> [Requirement]: Copy out each line of the listing below where the string "covering" appears.

*-*-*

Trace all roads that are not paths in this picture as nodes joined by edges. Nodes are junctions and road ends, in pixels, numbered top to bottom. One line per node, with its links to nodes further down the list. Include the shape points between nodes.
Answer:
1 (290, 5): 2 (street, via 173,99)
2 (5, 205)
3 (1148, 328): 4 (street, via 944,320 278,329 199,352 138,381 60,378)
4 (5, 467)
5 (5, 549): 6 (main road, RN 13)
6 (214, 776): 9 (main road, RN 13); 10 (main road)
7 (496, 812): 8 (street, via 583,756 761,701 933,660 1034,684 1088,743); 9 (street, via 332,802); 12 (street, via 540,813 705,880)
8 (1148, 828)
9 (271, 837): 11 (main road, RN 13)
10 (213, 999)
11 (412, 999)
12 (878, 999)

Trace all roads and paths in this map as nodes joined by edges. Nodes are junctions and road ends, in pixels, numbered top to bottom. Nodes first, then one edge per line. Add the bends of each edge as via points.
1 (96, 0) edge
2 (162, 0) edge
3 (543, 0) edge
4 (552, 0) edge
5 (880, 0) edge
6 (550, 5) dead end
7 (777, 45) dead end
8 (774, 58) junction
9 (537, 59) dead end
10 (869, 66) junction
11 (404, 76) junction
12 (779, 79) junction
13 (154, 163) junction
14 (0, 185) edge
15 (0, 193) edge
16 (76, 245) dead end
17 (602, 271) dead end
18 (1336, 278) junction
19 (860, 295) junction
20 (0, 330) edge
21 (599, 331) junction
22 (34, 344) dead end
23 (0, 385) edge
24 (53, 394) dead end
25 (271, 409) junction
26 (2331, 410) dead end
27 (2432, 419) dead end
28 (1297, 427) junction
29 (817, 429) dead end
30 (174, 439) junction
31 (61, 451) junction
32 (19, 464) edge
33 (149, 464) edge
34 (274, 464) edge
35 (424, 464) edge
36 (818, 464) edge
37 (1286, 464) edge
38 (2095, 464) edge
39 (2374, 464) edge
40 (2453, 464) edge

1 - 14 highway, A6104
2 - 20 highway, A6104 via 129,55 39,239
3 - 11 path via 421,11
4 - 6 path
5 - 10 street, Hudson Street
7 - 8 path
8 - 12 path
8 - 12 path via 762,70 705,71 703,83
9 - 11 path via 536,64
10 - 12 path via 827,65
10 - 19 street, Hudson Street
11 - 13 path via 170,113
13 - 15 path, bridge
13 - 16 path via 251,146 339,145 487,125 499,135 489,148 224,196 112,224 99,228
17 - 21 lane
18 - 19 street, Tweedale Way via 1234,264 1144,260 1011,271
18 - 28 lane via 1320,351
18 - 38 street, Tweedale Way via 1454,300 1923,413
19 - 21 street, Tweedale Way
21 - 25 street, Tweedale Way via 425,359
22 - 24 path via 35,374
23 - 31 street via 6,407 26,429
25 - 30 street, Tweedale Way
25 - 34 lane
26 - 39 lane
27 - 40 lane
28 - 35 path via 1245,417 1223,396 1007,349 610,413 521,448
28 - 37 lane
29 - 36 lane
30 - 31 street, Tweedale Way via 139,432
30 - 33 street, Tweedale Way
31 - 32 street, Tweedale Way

*-*-*

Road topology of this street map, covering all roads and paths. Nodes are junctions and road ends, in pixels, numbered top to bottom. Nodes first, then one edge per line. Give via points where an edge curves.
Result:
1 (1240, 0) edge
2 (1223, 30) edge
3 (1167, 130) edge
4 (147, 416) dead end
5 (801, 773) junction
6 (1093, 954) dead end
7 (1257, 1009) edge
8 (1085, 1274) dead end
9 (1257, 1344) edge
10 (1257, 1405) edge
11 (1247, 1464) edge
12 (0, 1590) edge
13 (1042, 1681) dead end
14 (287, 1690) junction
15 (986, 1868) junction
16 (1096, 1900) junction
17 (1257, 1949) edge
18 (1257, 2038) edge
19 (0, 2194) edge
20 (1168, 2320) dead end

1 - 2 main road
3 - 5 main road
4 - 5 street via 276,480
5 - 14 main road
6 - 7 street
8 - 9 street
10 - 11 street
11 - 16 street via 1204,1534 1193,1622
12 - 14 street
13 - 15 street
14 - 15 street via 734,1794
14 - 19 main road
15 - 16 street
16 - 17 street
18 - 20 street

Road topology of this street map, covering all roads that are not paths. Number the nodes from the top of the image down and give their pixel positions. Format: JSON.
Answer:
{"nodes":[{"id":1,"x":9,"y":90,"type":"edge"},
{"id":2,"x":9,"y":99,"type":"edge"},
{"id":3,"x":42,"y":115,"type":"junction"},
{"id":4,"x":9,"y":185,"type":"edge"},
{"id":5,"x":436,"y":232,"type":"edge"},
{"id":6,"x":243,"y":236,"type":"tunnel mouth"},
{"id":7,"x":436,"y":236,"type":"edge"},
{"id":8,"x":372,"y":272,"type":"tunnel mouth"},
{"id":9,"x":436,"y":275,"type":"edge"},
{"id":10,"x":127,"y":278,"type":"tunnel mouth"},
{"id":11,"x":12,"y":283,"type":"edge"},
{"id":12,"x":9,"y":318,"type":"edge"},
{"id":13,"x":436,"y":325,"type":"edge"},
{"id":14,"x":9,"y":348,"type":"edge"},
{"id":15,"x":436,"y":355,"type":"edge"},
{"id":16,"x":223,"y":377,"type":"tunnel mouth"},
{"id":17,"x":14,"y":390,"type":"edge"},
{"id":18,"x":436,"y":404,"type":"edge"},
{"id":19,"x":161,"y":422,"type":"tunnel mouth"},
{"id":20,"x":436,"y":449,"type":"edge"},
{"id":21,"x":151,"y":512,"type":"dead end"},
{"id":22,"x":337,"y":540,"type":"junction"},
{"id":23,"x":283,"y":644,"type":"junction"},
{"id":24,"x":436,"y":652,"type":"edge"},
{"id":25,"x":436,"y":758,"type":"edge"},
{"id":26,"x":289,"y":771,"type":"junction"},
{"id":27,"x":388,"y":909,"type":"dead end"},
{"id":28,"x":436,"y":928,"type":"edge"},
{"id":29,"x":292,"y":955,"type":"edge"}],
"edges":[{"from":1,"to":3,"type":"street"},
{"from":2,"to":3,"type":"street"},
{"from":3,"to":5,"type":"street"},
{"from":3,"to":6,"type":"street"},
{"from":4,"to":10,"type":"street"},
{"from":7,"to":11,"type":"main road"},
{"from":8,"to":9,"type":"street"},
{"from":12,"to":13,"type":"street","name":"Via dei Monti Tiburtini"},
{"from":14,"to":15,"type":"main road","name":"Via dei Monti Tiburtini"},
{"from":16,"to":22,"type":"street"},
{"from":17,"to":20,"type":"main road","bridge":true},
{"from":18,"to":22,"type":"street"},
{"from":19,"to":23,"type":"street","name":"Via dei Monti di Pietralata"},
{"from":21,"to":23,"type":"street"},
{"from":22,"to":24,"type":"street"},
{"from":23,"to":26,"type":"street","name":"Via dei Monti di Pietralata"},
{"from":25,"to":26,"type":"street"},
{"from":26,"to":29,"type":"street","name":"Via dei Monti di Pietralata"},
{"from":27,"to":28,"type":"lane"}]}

*-*-*

> [Exercise answer]:
Road topology of this street map, covering all roads and paths. Nodes are junctions and road ends, in pixels, numbered top to bottom. Nodes first, then one edge per line. Give via points where an edge curves.
Road topology of this street map, covering all roads that are not paths. Number the nodes from the top of the image down and give their pixel positions. Format: JSON.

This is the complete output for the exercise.